All lines in the material below that contain "hand" should be located and copied.

DATA FOR THE TASK:
BEGIN
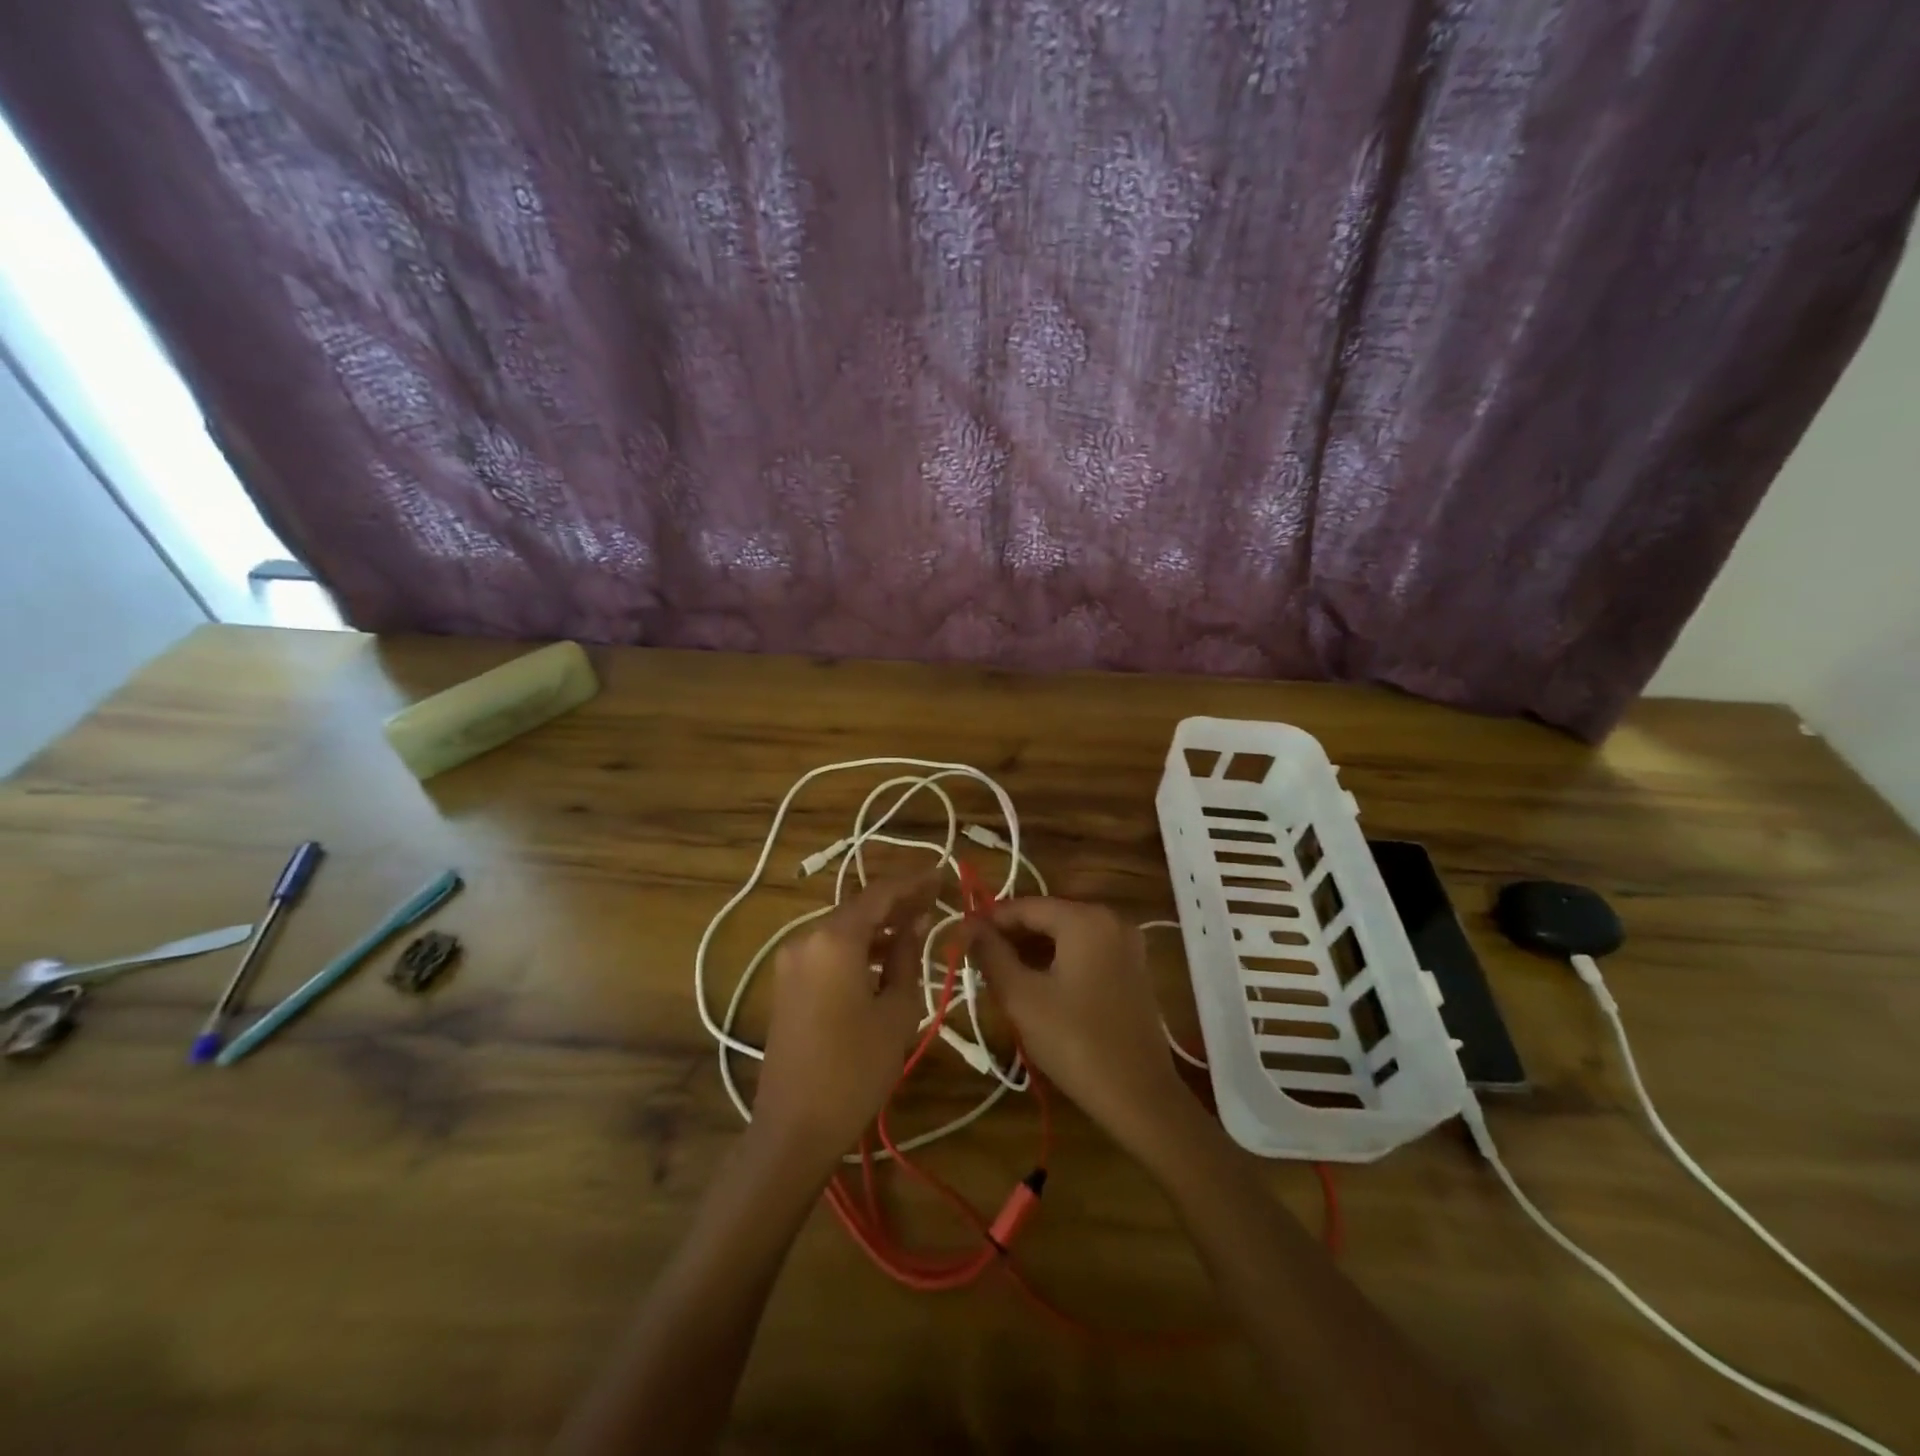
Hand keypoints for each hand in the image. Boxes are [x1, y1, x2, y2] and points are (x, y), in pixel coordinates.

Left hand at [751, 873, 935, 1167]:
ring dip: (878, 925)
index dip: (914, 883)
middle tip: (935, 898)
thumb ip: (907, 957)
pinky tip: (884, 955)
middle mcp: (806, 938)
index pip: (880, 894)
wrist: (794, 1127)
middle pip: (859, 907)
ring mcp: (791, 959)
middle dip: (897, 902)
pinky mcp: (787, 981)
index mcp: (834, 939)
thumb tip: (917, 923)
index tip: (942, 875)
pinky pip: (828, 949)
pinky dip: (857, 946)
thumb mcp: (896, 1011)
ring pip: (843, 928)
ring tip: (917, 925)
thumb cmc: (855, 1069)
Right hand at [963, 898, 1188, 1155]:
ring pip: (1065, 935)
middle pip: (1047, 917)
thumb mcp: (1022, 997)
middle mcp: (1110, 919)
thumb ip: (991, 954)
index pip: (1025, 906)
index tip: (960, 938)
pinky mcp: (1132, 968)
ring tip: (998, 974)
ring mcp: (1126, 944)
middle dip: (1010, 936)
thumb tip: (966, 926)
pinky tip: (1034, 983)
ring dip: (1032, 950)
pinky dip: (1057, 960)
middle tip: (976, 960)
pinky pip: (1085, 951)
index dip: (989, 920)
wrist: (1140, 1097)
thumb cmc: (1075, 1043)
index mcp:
END
EXERCISE RESPONSE:
Hand keypoints for each hand in the image. Boxes are [x1, y1, x2, y2] and points are (x, y), in pixel coordinates.
Left hand at [751, 873, 935, 1167]:
Right hand at [963, 898, 1188, 1155]:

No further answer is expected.